◆ EXERCISE INSTRUCTIONS:
Write out, exactly and in full, the records given below, but not their pictures.

[[ RECORDS FOR THE EXERCISE open ]]

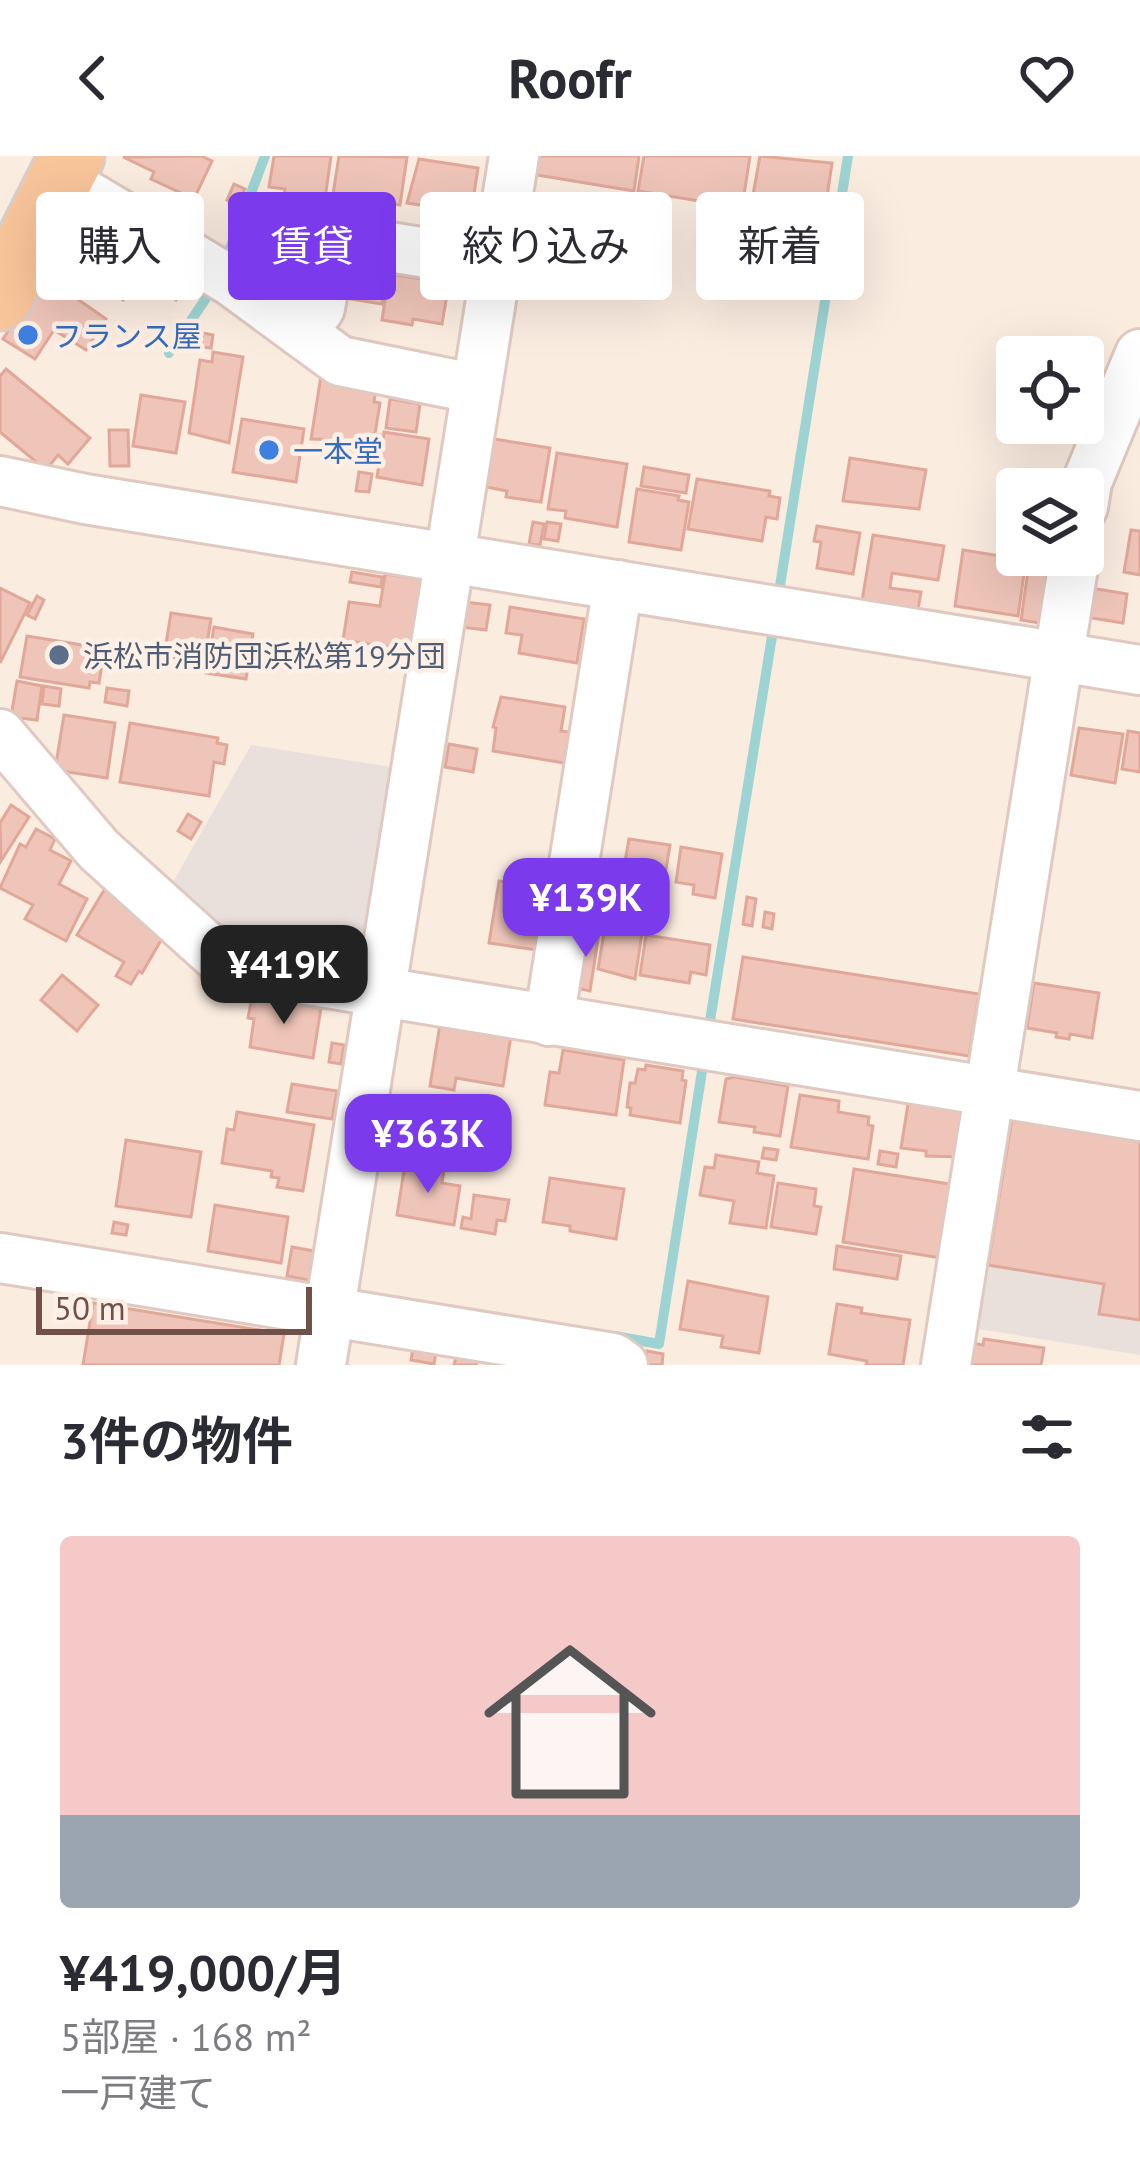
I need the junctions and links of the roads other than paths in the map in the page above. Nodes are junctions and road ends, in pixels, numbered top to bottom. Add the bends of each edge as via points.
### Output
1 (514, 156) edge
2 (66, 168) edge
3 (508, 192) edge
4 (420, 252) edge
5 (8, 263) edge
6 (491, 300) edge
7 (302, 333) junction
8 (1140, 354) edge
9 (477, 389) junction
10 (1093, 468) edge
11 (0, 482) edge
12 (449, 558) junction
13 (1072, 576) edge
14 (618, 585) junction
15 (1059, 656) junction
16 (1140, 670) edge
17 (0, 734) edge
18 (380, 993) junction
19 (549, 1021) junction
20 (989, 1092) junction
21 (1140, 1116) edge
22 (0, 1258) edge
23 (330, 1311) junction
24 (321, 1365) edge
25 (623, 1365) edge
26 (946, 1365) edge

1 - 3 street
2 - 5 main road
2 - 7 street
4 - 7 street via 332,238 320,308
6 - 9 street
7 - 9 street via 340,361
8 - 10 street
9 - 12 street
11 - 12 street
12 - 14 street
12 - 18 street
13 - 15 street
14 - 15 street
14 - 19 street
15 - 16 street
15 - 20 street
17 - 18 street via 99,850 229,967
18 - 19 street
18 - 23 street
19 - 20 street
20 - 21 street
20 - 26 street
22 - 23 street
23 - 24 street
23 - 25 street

[[ RECORDS FOR THE EXERCISE closed ]]

◆ SOLUTION FOR THIS TASK:
I need the junctions and links of the roads other than paths in the map in the page above. Nodes are junctions and road ends, in pixels, numbered top to bottom. Add the bends of each edge as via points.
### Output
1 (514, 156) edge
2 (66, 168) edge
3 (508, 192) edge
4 (420, 252) edge
5 (8, 263) edge
6 (491, 300) edge
7 (302, 333) junction
8 (1140, 354) edge
9 (477, 389) junction
10 (1093, 468) edge
11 (0, 482) edge
12 (449, 558) junction
13 (1072, 576) edge
14 (618, 585) junction
15 (1059, 656) junction
16 (1140, 670) edge
17 (0, 734) edge
18 (380, 993) junction
19 (549, 1021) junction
20 (989, 1092) junction
21 (1140, 1116) edge
22 (0, 1258) edge
23 (330, 1311) junction
24 (321, 1365) edge
25 (623, 1365) edge
26 (946, 1365) edge

1 - 3 street
2 - 5 main road
2 - 7 street
4 - 7 street via 332,238 320,308
6 - 9 street
7 - 9 street via 340,361
8 - 10 street
9 - 12 street
11 - 12 street
12 - 14 street
12 - 18 street
13 - 15 street
14 - 15 street
14 - 19 street
15 - 16 street
15 - 20 street
17 - 18 street via 99,850 229,967
18 - 19 street
18 - 23 street
19 - 20 street
20 - 21 street
20 - 26 street
22 - 23 street
23 - 24 street
23 - 25 street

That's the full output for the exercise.